FRANCE 24 : Au départ, le mouvement de contestation était-il uniquement chiite ? Ou bien les sunnites se sont-ils joints aux protestations ?
STEVEN SOTLOFF : Les jeunesses chiite et sunnite ont des doléances communes contre le gouvernement. Elles réclament toutes deux la fin de la corruption qui gangrène le pays et du travail. Or, en favorisant les policiers yéménites, syriens ou pakistanais, la famille royale ne s’est pas seulement attirée les foudres des chiites. Elle s’est également mise à dos les sunnites, confrontés, eux aussi, au chômage.
La plupart des manifestants appellent aujourd’hui à la mise en place d’une monarchie constitutionnelle à l’image de celle du Royaume-Uni.
FRANCE 24 : Les États-Unis disposent d’une présence armée au Bahreïn : la 5e flotte de l’US Navy, considérée comme un rempart contre l’Iran. Quel rôle jouent les Américains dans le pays ?

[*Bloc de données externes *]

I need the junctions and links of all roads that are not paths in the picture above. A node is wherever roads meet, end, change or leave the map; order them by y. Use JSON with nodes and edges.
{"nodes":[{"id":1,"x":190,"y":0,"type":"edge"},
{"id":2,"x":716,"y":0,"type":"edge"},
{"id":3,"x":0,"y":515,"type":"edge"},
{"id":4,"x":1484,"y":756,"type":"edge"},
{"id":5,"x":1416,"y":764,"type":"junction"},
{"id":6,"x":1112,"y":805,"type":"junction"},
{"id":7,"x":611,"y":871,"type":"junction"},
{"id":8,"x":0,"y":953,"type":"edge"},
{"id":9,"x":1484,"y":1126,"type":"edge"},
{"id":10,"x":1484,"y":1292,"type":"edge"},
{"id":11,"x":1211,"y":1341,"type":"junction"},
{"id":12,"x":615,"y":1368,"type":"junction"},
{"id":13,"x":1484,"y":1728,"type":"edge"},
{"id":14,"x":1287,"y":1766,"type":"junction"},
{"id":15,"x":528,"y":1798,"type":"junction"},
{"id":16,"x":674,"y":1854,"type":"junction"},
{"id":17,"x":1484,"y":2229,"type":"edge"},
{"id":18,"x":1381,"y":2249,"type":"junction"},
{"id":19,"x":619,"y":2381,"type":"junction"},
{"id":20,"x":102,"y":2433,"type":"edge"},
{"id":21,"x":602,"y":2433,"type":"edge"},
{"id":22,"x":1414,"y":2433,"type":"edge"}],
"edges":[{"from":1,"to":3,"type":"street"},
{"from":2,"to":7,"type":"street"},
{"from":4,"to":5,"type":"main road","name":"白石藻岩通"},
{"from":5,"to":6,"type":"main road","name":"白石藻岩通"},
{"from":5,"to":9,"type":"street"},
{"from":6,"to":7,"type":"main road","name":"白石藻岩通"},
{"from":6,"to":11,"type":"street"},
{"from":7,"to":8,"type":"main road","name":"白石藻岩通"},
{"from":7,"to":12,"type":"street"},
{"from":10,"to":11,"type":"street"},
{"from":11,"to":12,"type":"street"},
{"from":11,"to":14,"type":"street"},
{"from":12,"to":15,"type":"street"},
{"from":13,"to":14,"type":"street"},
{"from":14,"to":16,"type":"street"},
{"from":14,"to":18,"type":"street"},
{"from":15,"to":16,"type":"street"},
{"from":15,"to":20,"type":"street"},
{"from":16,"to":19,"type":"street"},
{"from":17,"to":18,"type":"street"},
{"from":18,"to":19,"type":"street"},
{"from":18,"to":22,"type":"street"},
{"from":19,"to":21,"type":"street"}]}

STEVEN SOTLOFF : Jamais on ne verra le président américain Barack Obama soutenir les manifestants bahreïnis comme il a pu soutenir les protestataires en Égypte. Liée au pays par des accords de coopération, la Maison Blanche est un allié stratégique de la famille Al-Khalifa au pouvoir.

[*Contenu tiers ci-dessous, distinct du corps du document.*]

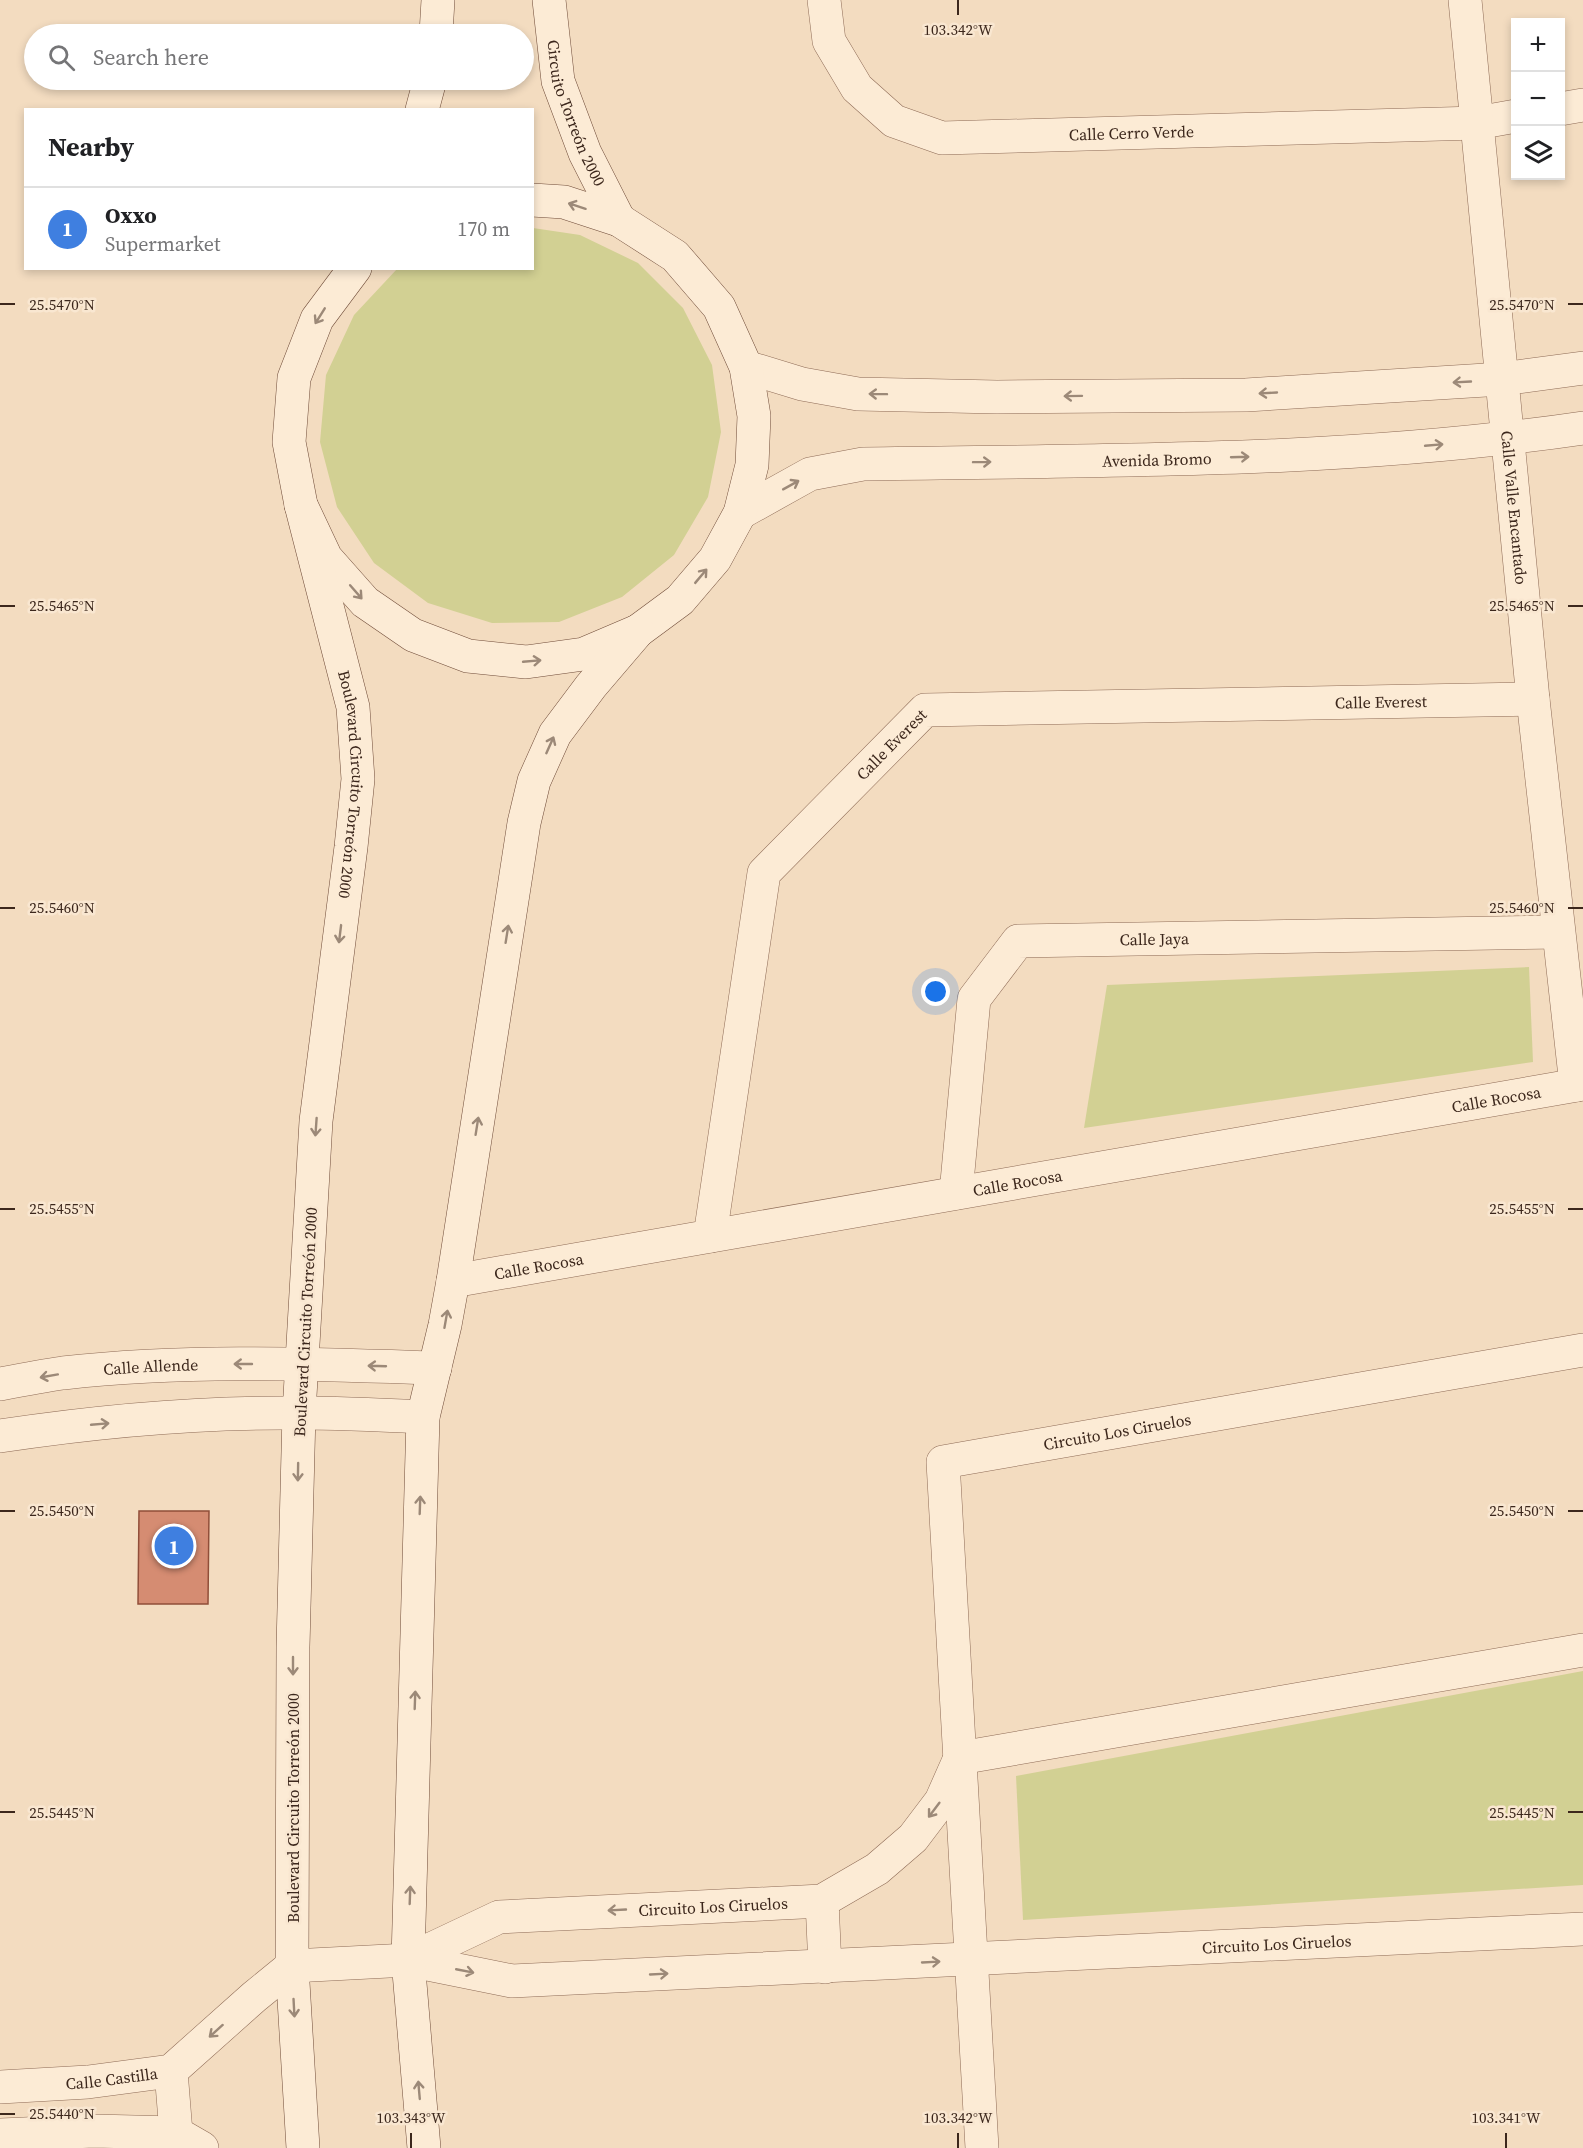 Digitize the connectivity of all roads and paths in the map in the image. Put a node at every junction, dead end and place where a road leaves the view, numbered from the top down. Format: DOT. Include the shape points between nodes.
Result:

FRANCE 24 : La famille royale accuse fréquemment les chiites de faire allégeance à l’Iran? Est-ce vrai?
STEVEN SOTLOFF : Pas du tout. Les chiites se considèrent comme des Bahreïnis. La famille royale entretient la rumeur selon laquelle ils sont alliés à l’Iran et veulent mettre en place une théocratie. Tout ça n’est qu’un tissu de mensonges.
FRANCE 24 : L’Arabie saoudite est un autre pion stratégique dans la région ? Quelle est leur position vis-à-vis de la révolte bahreïnie ?

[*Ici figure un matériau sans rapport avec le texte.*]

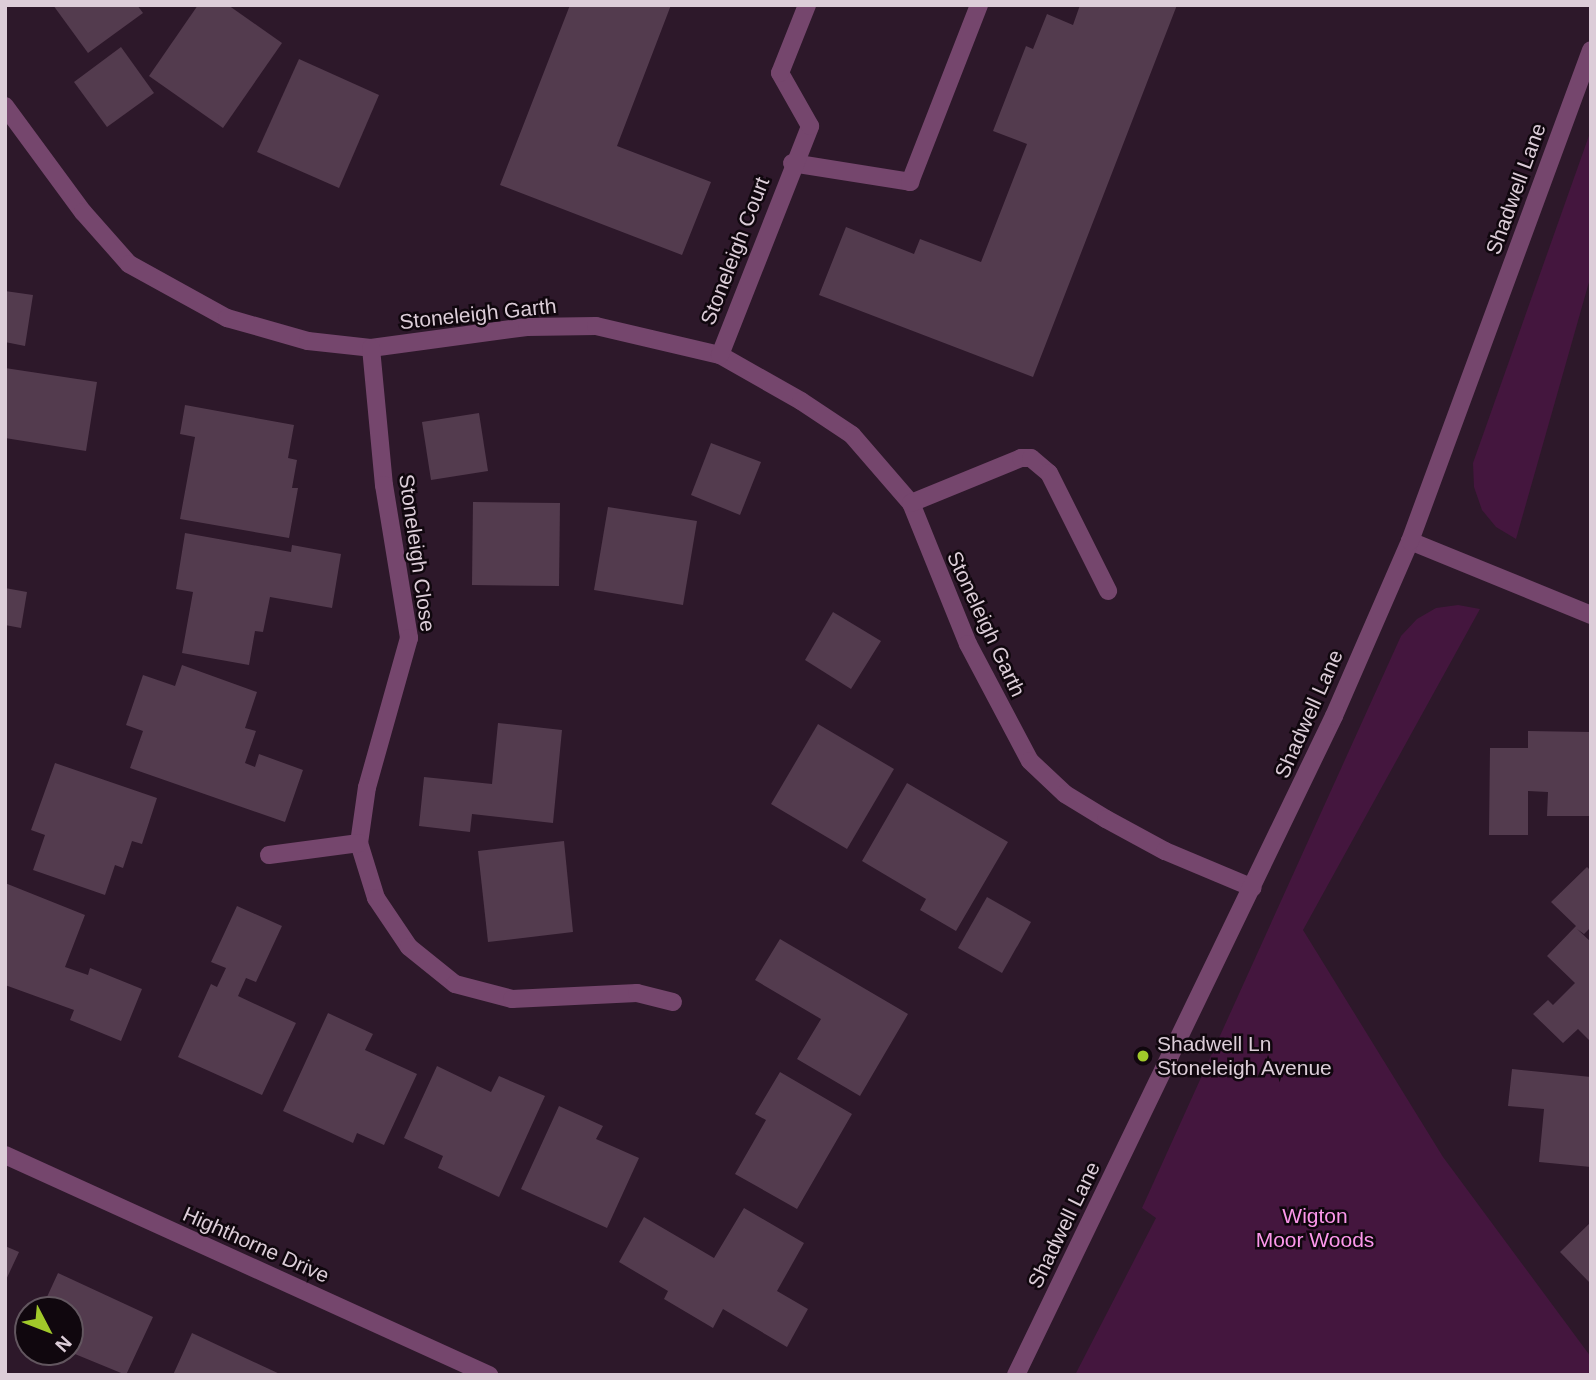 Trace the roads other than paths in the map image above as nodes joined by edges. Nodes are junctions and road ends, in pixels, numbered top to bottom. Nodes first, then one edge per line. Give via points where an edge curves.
1 (807, 5) edge
2 (979, 5) edge
3 (1591, 50) edge
4 (5, 106) edge
5 (792, 163) junction
6 (372, 348) junction
7 (720, 355) junction
8 (911, 503) junction
9 (1410, 541) junction
10 (1108, 591) dead end
11 (1591, 615) edge
12 (359, 843) junction
13 (269, 855) dead end
14 (1253, 888) junction
15 (673, 1002) dead end
16 (5, 1155) edge
17 (479, 1373) edge
18 (1016, 1375) edge

1 - 5 street, Stoneleigh Court via 780,73 810,126
2 - 5 street, Stoneleigh Court via 911,182
3 - 9 street, Shadwell Lane
4 - 6 street, Stoneleigh Garth via 83,212 129,264 227,318 308,341
5 - 7 street, Stoneleigh Court
6 - 7 street, Stoneleigh Garth via 527,327 596,326
6 - 12 street, Stoneleigh Close via 384,485 409,638 367,787
7 - 8 street, Stoneleigh Garth via 852,435
8 - 10 street via 1021,458 1031,458 1049,472
8 - 14 street, Stoneleigh Garth via 968,644 1030,761 1065,794 1106,819 1165,851
9 - 11 street
9 - 14 street, Shadwell Lane
12 - 13 street
12 - 15 street, Stoneleigh Close via 376,898 409,947 455,984 512,999 637,993
14 - 18 street, Shadwell Lane
16 - 17 street, Highthorne Drive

STEVEN SOTLOFF : L’Arabie saoudite a très peur car elle a toujours prôné la stabilité – désormais menacée – de la région. De plus, la plus grande partie des chiites saoudiens se trouve à Al Hasa, une région pétrolière, à l’est du pays ; un emplacement géographique qui leur confère une proximité avec leurs voisins et frères chiites du Bahreïn qui inquiète Riyad.
Après avoir perdu son allié numéro un, l’Égypte, l'Arabie saoudite surveille désormais avec anxiété ses frontières à l’est et au sud. Une anxiété d’autant plus criante que Riyad entretient d’étroites relations économiques avec le Bahreïn. Tous deux font partie du Conseil de coopération des États arabes du Golfe et ont des intérêts communs. Le petit état du Golfe s'est tourné vers le traitement et le raffinage du pétrole qu'il importe à prix préférentiel d’Arabie saoudite et qu'il exporte une fois raffiné. Des millions de dollars, chaque jour, sont en jeu.